Just How Big Is The Shooting Industry Anyway?

The firearm industry isn’t considered to be as big a factor in American economics as, say, the auto industry or Silicon Valley. It’s thought of as a niche market with little influence on the economy.


While it’s not likely to become a driving force in the American business world, we now have a glimpse as to just how important shooting is to the economy.

A just-released “Target Shooting in America: An Economic Force for Conservation” report [PDF] from Southwick Associates estimates U.S. target shooters  pay $14 million a day in taxes—enough in state and local levies throughout the year to fully underwrite the employment of 46,000 firefighters. “The total $16.9 billion spent on target shooting adds $19.5 billion to our country’s Gross Domestic Product (GDP). These expenditures provide for 329,000 jobs and generate $2.9 billion in federal tax revenues and $2.3 billion in state and local taxes,” it explains. Total daily economic impact is $46 million.

The study found participation in the sport is up 28 percent since 2001, with more than 50 million taking aim at a target at least once a year. Twenty million of those enthusiasts spend an average of 20 days annually at the firing line. “More people participate in target shooting than play tennis, soccer or baseball,” it states. Female participation has increased 81 percent in the same period.

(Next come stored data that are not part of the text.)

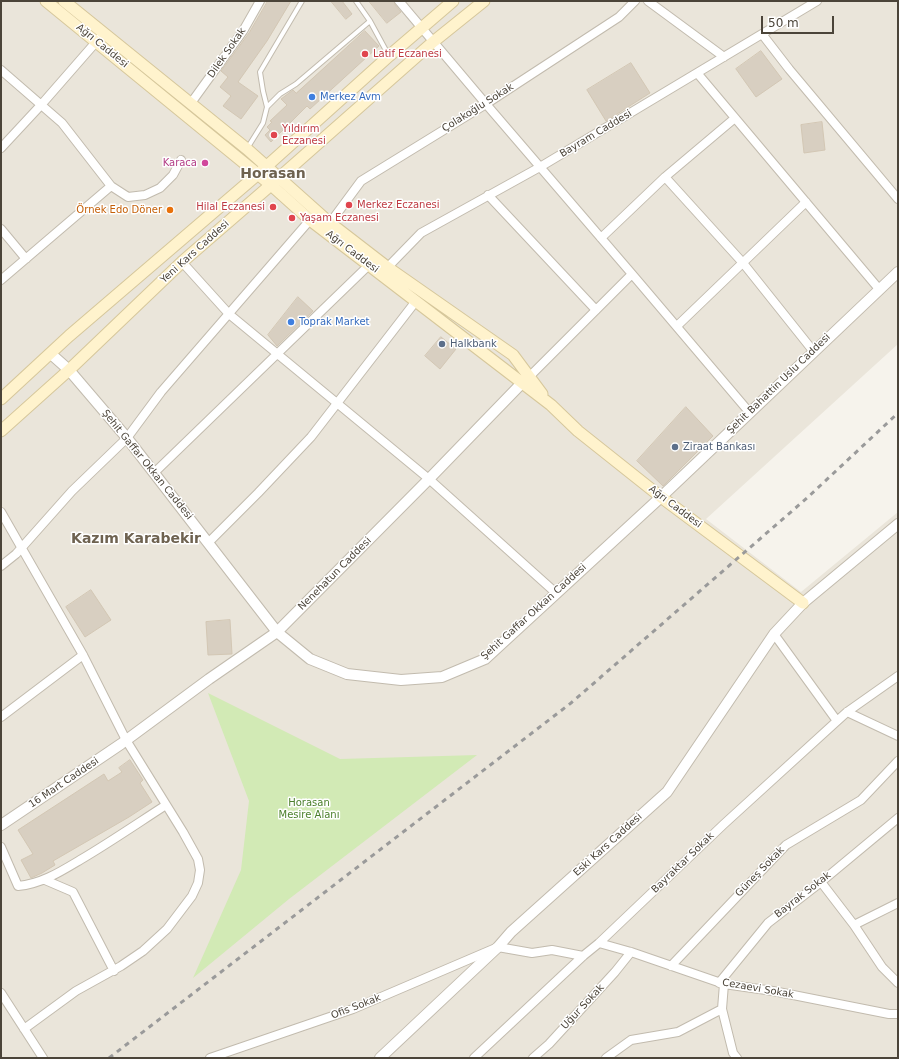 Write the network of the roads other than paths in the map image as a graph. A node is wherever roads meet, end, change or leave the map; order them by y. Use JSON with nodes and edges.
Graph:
{"nodes":[{"id":1,"x":46,"y":1,"type":"edge"},
{"id":2,"x":64,"y":1,"type":"edge"},
{"id":3,"x":260,"y":1,"type":"edge"},
{"id":4,"x":302,"y":1,"type":"edge"},
{"id":5,"x":356,"y":1,"type":"edge"},
{"id":6,"x":399,"y":1,"type":"edge"},
{"id":7,"x":453,"y":1,"type":"edge"},
{"id":8,"x":484,"y":1,"type":"edge"},
{"id":9,"x":635,"y":1,"type":"edge"},
{"id":10,"x":648,"y":1,"type":"edge"},
{"id":11,"x":817,"y":1,"type":"edge"},
{"id":12,"x":370,"y":21,"type":"junction"},
{"id":13,"x":423,"y":28,"type":"junction"},
{"id":14,"x":762,"y":34,"type":"junction"},
{"id":15,"x":100,"y":38,"type":"junction"},
{"id":16,"x":433,"y":42,"type":"junction"},
{"id":17,"x":389,"y":56,"type":"junction"},
{"id":18,"x":724,"y":57,"type":"junction"},
{"id":19,"x":1,"y":70,"type":"edge"},
{"id":20,"x":698,"y":74,"type":"junction"},
{"id":21,"x":192,"y":103,"type":"junction"},
{"id":22,"x":486,"y":104,"type":"junction"},
{"id":23,"x":41,"y":105,"type":"junction"},
{"id":24,"x":267,"y":107,"type":"junction"},
{"id":25,"x":735,"y":118,"type":"junction"},
{"id":26,"x":1,"y":148,"type":"edge"},
{"id":27,"x":247,"y":149,"type":"junction"},
{"id":28,"x":181,"y":160,"type":"dead end"},
{"id":29,"x":267,"y":166,"type":"junction"},
{"id":30,"x":540,"y":167,"type":"junction"},
{"id":31,"x":258,"y":174,"type":"junction"},
{"id":32,"x":280,"y":177,"type":"junction"},
{"id":33,"x":665,"y":177,"type":"junction"},
{"id":34,"x":271,"y":185,"type":"junction"},
{"id":35,"x":111,"y":186,"type":"junction"},
{"id":36,"x":488,"y":195,"type":"junction"},
{"id":37,"x":898,"y":198,"type":"edge"},
{"id":38,"x":806,"y":202,"type":"junction"},
{"id":39,"x":310,"y":220,"type":"junction"},
{"id":40,"x":330,"y":223,"type":"junction"},
{"id":41,"x":1,"y":229,"type":"edge"},
{"id":42,"x":601,"y":238,"type":"junction"},
{"id":43,"x":26,"y":259,"type":"junction"},
{"id":44,"x":182,"y":262,"type":"junction"},
{"id":45,"x":743,"y":263,"type":"junction"},
{"id":46,"x":369,"y":265,"type":"junction"},
{"id":47,"x":384,"y":271,"type":"junction"},
{"id":48,"x":898,"y":272,"type":"edge"},
{"id":49,"x":632,"y":274,"type":"junction"},
{"id":50,"x":1,"y":280,"type":"edge"},
{"id":51,"x":879,"y":289,"type":"junction"},
{"id":52,"x":416,"y":301,"type":"junction"},
{"id":53,"x":596,"y":310,"type":"junction"},
{"id":54,"x":229,"y":314,"type":"junction"},
{"id":55,"x":676,"y":326,"type":"junction"},
{"id":56,"x":814,"y":352,"type":"junction"},
{"id":57,"x":51,"y":354,"type":"junction"},
{"id":58,"x":278,"y":354,"type":"junction"},
{"id":59,"x":69,"y":370,"type":"junction"},
{"id":60,"x":526,"y":380,"type":"junction"},
{"id":61,"x":1,"y":399,"type":"edge"},
{"id":62,"x":338,"y":403,"type":"junction"},
{"id":63,"x":750,"y":413,"type":"junction"},
{"id":64,"x":1,"y":431,"type":"edge"},
{"id":65,"x":127,"y":438,"type":"junction"},
{"id":66,"x":154,"y":473,"type":"junction"},
{"id":67,"x":429,"y":479,"type":"junction"},
{"id":68,"x":661,"y":497,"type":"junction"},
{"id":69,"x":1,"y":512,"type":"edge"},
{"id":70,"x":898,"y":524,"type":"edge"},
{"id":71,"x":208,"y":542,"type":"junction"},
{"id":72,"x":21,"y":548,"type":"junction"},
{"id":73,"x":1,"y":566,"type":"edge"},
{"id":74,"x":556,"y":593,"type":"junction"},
{"id":75,"x":802,"y":603,"type":"junction"},
{"id":76,"x":277,"y":632,"type":"junction"},
{"id":77,"x":774,"y":634,"type":"junction"},
{"id":78,"x":83,"y":654,"type":"junction"},
{"id":79,"x":898,"y":676,"type":"edge"},
{"id":80,"x":847,"y":712,"type":"junction"},
{"id":81,"x":1,"y":717,"type":"edge"},
{"id":82,"x":837,"y":720,"type":"junction"},
{"id":83,"x":898,"y":736,"type":"edge"},
{"id":84,"x":126,"y":740,"type":"junction"},
{"id":85,"x":898,"y":761,"type":"edge"},
{"id":86,"x":166,"y":805,"type":"junction"},
{"id":87,"x":898,"y":818,"type":"edge"},
{"id":88,"x":1,"y":825,"type":"edge"},
{"id":89,"x":1,"y":847,"type":"edge"},
{"id":90,"x":45,"y":880,"type":"junction"},
{"id":91,"x":820,"y":882,"type":"junction"},
{"id":92,"x":898,"y":903,"type":"edge"},
{"id":93,"x":854,"y":925,"type":"junction"},
{"id":94,"x":599,"y":943,"type":"junction"},
{"id":95,"x":498,"y":947,"type":"junction"},
{"id":96,"x":631,"y":952,"type":"junction"},
{"id":97,"x":583,"y":956,"type":"junction"},
{"id":98,"x":671,"y":966,"type":"junction"},
{"id":99,"x":114,"y":970,"type":"junction"},
{"id":100,"x":722,"y":984,"type":"junction"},
{"id":101,"x":898,"y":984,"type":"edge"},
{"id":102,"x":1,"y":993,"type":"edge"},
{"id":103,"x":722,"y":1009,"type":"junction"},
{"id":104,"x":898,"y":1014,"type":"edge"},
{"id":105,"x":24,"y":1029,"type":"junction"},
{"id":106,"x":43,"y":1058,"type":"edge"},
{"id":107,"x":210,"y":1058,"type":"edge"},
{"id":108,"x":380,"y":1058,"type":"edge"},
{"id":109,"x":474,"y":1058,"type":"edge"},
{"id":110,"x":533,"y":1058,"type":"edge"},
{"id":111,"x":606,"y":1058,"type":"edge"},
{"id":112,"x":737,"y":1058,"type":"edge"}],
"edges":[{"from":1,"to":15,"type":"main road","name":"Ağrı Caddesi"},
{"from":2,"to":15,"type":"main road","name":"Ağrı Caddesi"},
{"from":3,"to":21,"type":"street","name":"Dilek Sokak"},
{"from":4,"to":24,"type":"lane"},
{"from":5,"to":12,"type":"lane"},
{"from":6,"to":13,"type":"street"},
{"from":7,"to":13,"type":"main road","name":"Yeni Kars Caddesi"},
{"from":8,"to":16,"type":"main road","name":"Yeni Kars Caddesi"},
{"from":9,"to":22,"type":"street","name":"Çolakoğlu Sokak"},
{"from":10,"to":18,"type":"street"},
{"from":11,"to":14,"type":"street","name":"Bayram Caddesi"},
{"from":12,"to":17,"type":"lane"},
{"from":12,"to":24,"type":"lane"},
{"from":13,"to":16,"type":"street"},
{"from":13,"to":17,"type":"main road","name":"Yeni Kars Caddesi"},
{"from":14,"to":18,"type":"street","name":"Bayram Caddesi"},
{"from":14,"to":37,"type":"street"},
{"from":15,"to":21,"type":"main road","name":"Ağrı Caddesi"},
{"from":15,"to":23,"type":"street"},
{"from":15,"to":31,"type":"main road","name":"Ağrı Caddesi"},
{"from":16,"to":22,"type":"street"},
{"from":16,"to":32,"type":"main road","name":"Yeni Kars Caddesi"},
{"from":17,"to":29,"type":"main road","name":"Yeni Kars Caddesi"},
{"from":18,"to":20,"type":"street","name":"Bayram Caddesi"},
{"from":19,"to":23,"type":"street"},
{"from":20,"to":25,"type":"street"},
{"from":20,"to":30,"type":"street","name":"Bayram Caddesi"},
{"from":21,"to":27,"type":"main road","name":"Ağrı Caddesi"},
{"from":22,"to":30,"type":"street"},
{"from":22,"to":40,"type":"street","name":"Çolakoğlu Sokak"},
{"from":23,"to":26,"type":"street"},
{"from":23,"to":35,"type":"street"},
{"from":24,"to":27,"type":"lane"},
{"from":25,"to":33,"type":"street"},
{"from":25,"to":38,"type":"street"},
{"from":27,"to":29,"type":"main road","name":"Ağrı Caddesi"},
{"from":28,"to":35,"type":"street"},
{"from":29,"to":31,"type":"main road","name":"Yeni Kars Caddesi"},
{"from":29,"to":32,"type":"main road","name":"Ağrı Caddesi"},
{"from":30,"to":36,"type":"street","name":"Bayram Caddesi"},
{"from":30,"to":42,"type":"street"},
{"from":31,"to":34,"type":"main road","name":"Ağrı Caddesi"},
{"from":31,"to":57,"type":"main road","name":"Yeni Kars Caddesi"},
{"from":32,"to":34,"type":"main road","name":"Yeni Kars Caddesi"},
{"from":32,"to":40,"type":"main road","name":"Ağrı Caddesi"},
{"from":33,"to":42,"type":"street"},
{"from":33,"to":45,"type":"street"},
{"from":34,"to":39,"type":"main road","name":"Ağrı Caddesi"},
{"from":34,"to":44,"type":"main road","name":"Yeni Kars Caddesi"},
{"from":35,"to":43,"type":"street"},
{"from":36,"to":47,"type":"street","name":"Bayram Caddesi"},
{"from":36,"to":53,"type":"street"},
{"from":38,"to":45,"type":"street"},
{"from":38,"to":51,"type":"street"},
{"from":39,"to":46,"type":"main road","name":"Ağrı Caddesi"},
{"from":39,"to":54,"type":"street"},
{"from":40,"to":47,"type":"main road","name":"Ağrı Caddesi"},
{"from":41,"to":43,"type":"street"},
{"from":42,"to":49,"type":"street"},
{"from":43,"to":50,"type":"street"},
{"from":44,"to":54,"type":"street"},
{"from":44,"to":59,"type":"main road","name":"Yeni Kars Caddesi"},
{"from":45,"to":55,"type":"street"},
{"from":45,"to":56,"type":"street"},
{"from":46,"to":47,"type":"main road","name":"Ağrı Caddesi"},
{"from":46,"to":58,"type":"street"},
{"from":47,"to":52,"type":"main road","name":"Ağrı Caddesi"},
{"from":47,"to":60,"type":"main road","name":"Ağrı Caddesi"},
{"from":48,"to":51,"type":"street","name":"Şehit Bahattin Uslu Caddesi"},
{"from":49,"to":53,"type":"street"},
{"from":49,"to":55,"type":"street"},
{"from":51,"to":56,"type":"street","name":"Şehit Bahattin Uslu Caddesi"},
{"from":52,"to":60,"type":"main road","name":"Ağrı Caddesi"},
{"from":52,"to":62,"type":"street"},
{"from":53,"to":60,"type":"street"},
{"from":54,"to":58,"type":"street"},
{"from":54,"to":65,"type":"street"},
{"from":55,"to":63,"type":"street"},
{"from":56,"to":63,"type":"street","name":"Şehit Bahattin Uslu Caddesi"},
{"from":57,"to":59,"type":"street","name":"Şehit Gaffar Okkan Caddesi"},
{"from":57,"to":61,"type":"main road","name":"Yeni Kars Caddesi"},
{"from":58,"to":62,"type":"street"},
{"from":58,"to":66,"type":"street"},
{"from":59,"to":64,"type":"main road","name":"Yeni Kars Caddesi"},
{"from":59,"to":65,"type":"street","name":"Şehit Gaffar Okkan Caddesi"},
{"from":60,"to":67,"type":"street","name":"Nenehatun Caddesi"},
{"from":60,"to":68,"type":"main road","name":"Ağrı Caddesi"},
{"from":62,"to":67,"type":"street"},
{"from":62,"to":71,"type":"street"},
{"from":63,"to":68,"type":"street","name":"Şehit Bahattin Uslu Caddesi"},
{"from":65,"to":66,"type":"street","name":"Şehit Gaffar Okkan Caddesi"},
{"from":65,"to":72,"type":"street"},
{"from":66,"to":71,"type":"street","name":"Şehit Gaffar Okkan Caddesi"},
{"from":67,"to":74,"type":"street"},
{"from":67,"to":76,"type":"street","name":"Nenehatun Caddesi"},
{"from":68,"to":74,"type":"street","name":"Şehit Gaffar Okkan Caddesi"},
{"from":68,"to":75,"type":"main road","name":"Ağrı Caddesi"},
{"from":69,"to":72,"type":"street"},
{"from":70,"to":75,"type":"street","name":"Eski Kars Caddesi"},
{"from":71,"to":76,"type":"street","name":"Şehit Gaffar Okkan Caddesi"},
{"from":72,"to":73,"type":"street"},
{"from":72,"to":78,"type":"street"},
{"from":74,"to":76,"type":"street","name":"Şehit Gaffar Okkan Caddesi"},
{"from":75,"to":77,"type":"street","name":"Eski Kars Caddesi"},
{"from":76,"to":84,"type":"street","name":"Nenehatun Caddesi"},
{"from":77,"to":82,"type":"street"},
{"from":77,"to":95,"type":"street","name":"Eski Kars Caddesi"},
{"from":78,"to":81,"type":"street"},
{"from":78,"to":84,"type":"street"},
{"from":79,"to":80,"type":"street","name":"Bayraktar Sokak"},
{"from":80,"to":82,"type":"street","name":"Bayraktar Sokak"},
{"from":80,"to":83,"type":"street"},
{"from":82,"to":94,"type":"street","name":"Bayraktar Sokak"},
{"from":84,"to":86,"type":"street"},
{"from":84,"to":88,"type":"street","name":"16 Mart Caddesi"},
{"from":85,"to":98,"type":"street","name":"Güneş Sokak"},
{"from":86,"to":90,"type":"street"},
{"from":86,"to":99,"type":"street"},
{"from":87,"to":91,"type":"street","name":"Bayrak Sokak"},
{"from":89,"to":90,"type":"street"},
{"from":90,"to":99,"type":"street"},
{"from":91,"to":93,"type":"street"},
{"from":91,"to":100,"type":"street","name":"Bayrak Sokak"},
{"from":92,"to":93,"type":"street"},
{"from":93,"to":101,"type":"street"},
{"from":94,"to":96,"type":"street","name":"Cezaevi Sokak"},
{"from":94,"to":97,"type":"street","name":"Bayraktar Sokak"},
{"from":95,"to":97,"type":"street"},
{"from":95,"to":107,"type":"street","name":"Ofis Sokak"},
{"from":95,"to":108,"type":"street","name":"Eski Kars Caddesi"},
{"from":96,"to":98,"type":"street","name":"Cezaevi Sokak"},
{"from":96,"to":110,"type":"street","name":"Uğur Sokak"},
{"from":97,"to":109,"type":"street","name":"Bayraktar Sokak"},
{"from":98,"to":100,"type":"street","name":"Cezaevi Sokak"},
{"from":99,"to":105,"type":"street"},
{"from":100,"to":103,"type":"street"},
{"from":100,"to":104,"type":"street","name":"Cezaevi Sokak"},
{"from":102,"to":105,"type":"street"},
{"from":103,"to":111,"type":"street"},
{"from":103,"to":112,"type":"street"},
{"from":105,"to":106,"type":"street"}]}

Handgun shooting is the most popular discipline, coming in at 13.8 million enthusiasts. Rifles run a distant second place with 12.2 million, 10 million prefer the shotgun sports and 3.3 million front stuff their muzzleloaders.

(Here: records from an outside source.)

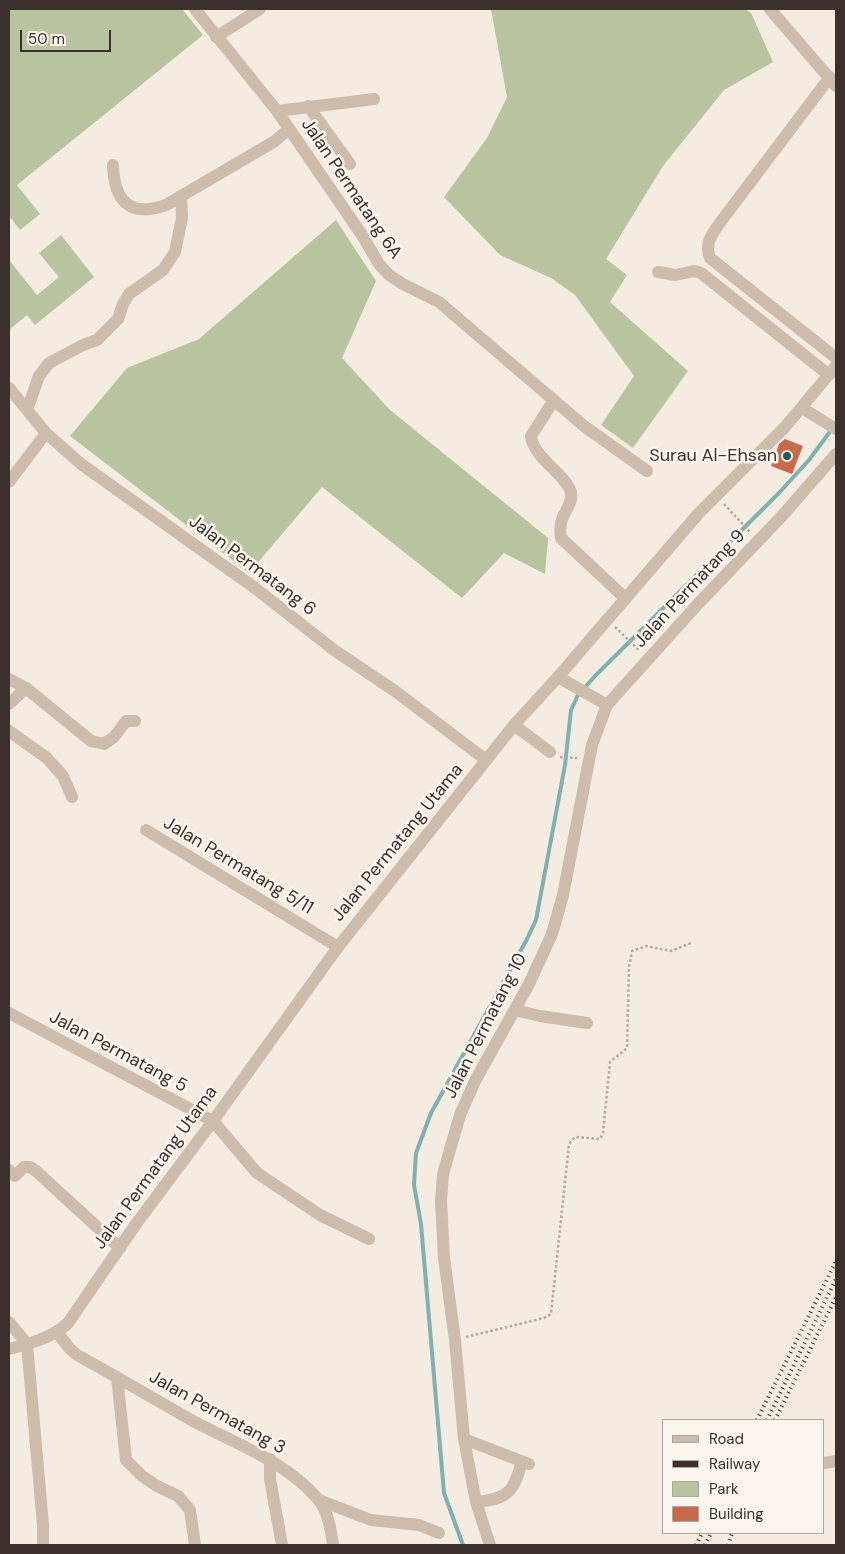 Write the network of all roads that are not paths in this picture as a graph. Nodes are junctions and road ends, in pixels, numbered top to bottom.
1 (195, 9) edge
2 (260, 9) edge
3 (770, 9) edge
4 (216, 37) junction
5 (833, 82) edge
6 (374, 99) dead end
7 (308, 106) junction
8 (277, 111) junction
9 (289, 129) junction
10 (350, 164) dead end
11 (113, 166) dead end
12 (181, 196) junction
13 (658, 272) dead end
14 (836, 358) edge
15 (832, 370) edge
16 (9, 388) edge
17 (554, 400) junction
18 (802, 408) junction
19 (27, 410) junction
20 (836, 429) edge
21 (46, 433) junction
22 (836, 454) edge
23 (647, 471) dead end
24 (9, 482) edge
25 (625, 598) junction
26 (558, 676) junction
27 (9, 679) edge
28 (26, 688) junction
29 (604, 703) junction
30 (9, 704) edge
31 (135, 721) dead end
32 (514, 725) junction
33 (9, 731) edge
34 (554, 754) road end
35 (486, 760) junction
36 (72, 798) dead end
37 (146, 830) dead end
38 (338, 947) junction
39 (514, 1010) junction
40 (9, 1013) edge
41 (587, 1023) dead end
42 (213, 1121) junction
43 (9, 1170) edge
44 (369, 1239) dead end
45 (120, 1248) junction
46 (9, 1322) edge
47 (57, 1332) junction
48 (27, 1344) junction
49 (9, 1349) edge
50 (117, 1377) junction
51 (464, 1439) junction
52 (270, 1459) junction
53 (319, 1500) junction
54 (476, 1502) junction
55 (439, 1533) dead end
56 (43, 1545) edge
57 (195, 1545) edge
58 (282, 1545) edge
59 (333, 1545) edge
60 (490, 1545) edge

1 - 4 street, Jalan Permatang 6A
2 - 4 street
3 - 5 street
4 - 8 street, Jalan Permatang 6A
5 - 14 street
6 - 7 street
7 - 8 street
7 - 10 street
8 - 9 street, Jalan Permatang 6A
9 - 12 street
9 - 17 street, Jalan Permatang 6A
11 - 12 street
12 - 19 street
13 - 15 street
15 - 18 street, Jalan Permatang Utama
16 - 19 street, Jalan Permatang 6
17 - 23 street, Jalan Permatang 6A
17 - 25 street
18 - 20 street
18 - 25 street, Jalan Permatang Utama
19 - 21 street, Jalan Permatang 6
21 - 24 street
21 - 35 street, Jalan Permatang 6
22 - 29 street, Jalan Permatang 9
25 - 26 street, Jalan Permatang Utama
26 - 29 street
26 - 32 street, Jalan Permatang Utama
27 - 28 street
28 - 30 street
28 - 31 street
29 - 39 street, Jalan Permatang 10
32 - 34 street
32 - 35 street, Jalan Permatang Utama
33 - 36 street
35 - 38 street, Jalan Permatang Utama
37 - 38 street, Jalan Permatang 5/11
38 - 42 street, Jalan Permatang Utama
39 - 41 street
39 - 51 street, Jalan Permatang 10
40 - 42 street, Jalan Permatang 5
42 - 44 street
42 - 45 street, Jalan Permatang Utama
43 - 45 street
45 - 47 street, Jalan Permatang Utama
46 - 48 street
47 - 48 street, Jalan Permatang Utama
47 - 50 street, Jalan Permatang 3
48 - 49 street, Jalan Permatang Utama
48 - 56 street
50 - 52 street, Jalan Permatang 3
50 - 57 street
51 - 54 street, Jalan Permatang 10
51 - 54 street
52 - 53 street, Jalan Permatang 3
52 - 58 street
53 - 55 street
53 - 59 street, Jalan Permatang 3
54 - 60 street, Jalan Permatang 10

Now, keep in mind that this is just target shooting. It doesn’t touch on hunting or self-defense spending.

Let’s be clear, $16.9 billion to the economy is nothing to sneeze at. While the disappearance of the target shooting industry won’t destroy the country’s economy, it would put a strain on it as those employed by the industry are no longer able to spend. Unless the economy is particularly robust, it could well be enough to spark deeper economic troubles.

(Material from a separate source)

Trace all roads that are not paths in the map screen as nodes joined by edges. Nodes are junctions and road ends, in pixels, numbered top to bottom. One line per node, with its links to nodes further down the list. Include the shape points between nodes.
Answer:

In other words, we need the shooting industry.

Couple target shooting with other aspects of the gun industry and you can see the importance of shooting.

This is what some people want to destroy. This is the economic hit this country would take just because some people have an unreasonable fear of armed law-abiding citizens. They would crush billions of dollars of revenue, numerous jobs, and eliminate millions in tax revenues for countless communities, all because they find guns icky.

Because, seriously, that’s what all of this anti-gun nonsense is about.

It’s ultimately about a group taking issue with law-abiding citizens having the means to defend themselves or enjoying themselves and that group not liking it. They can claim it’s about crime or school shootings or the rabid prairie dog population in Denver, Colorado for all I care, but it’s not. Anyone with half a brain will see that the only parties impacted by these laws are the law-abiding. Criminals will continue to act as they do. Mass shooters will, at most, decide to run over people with vans. Little will change on that front.


But we, the law-abiding gun owners, will be hit. So will the thousands of people employed who provide us with goods and services.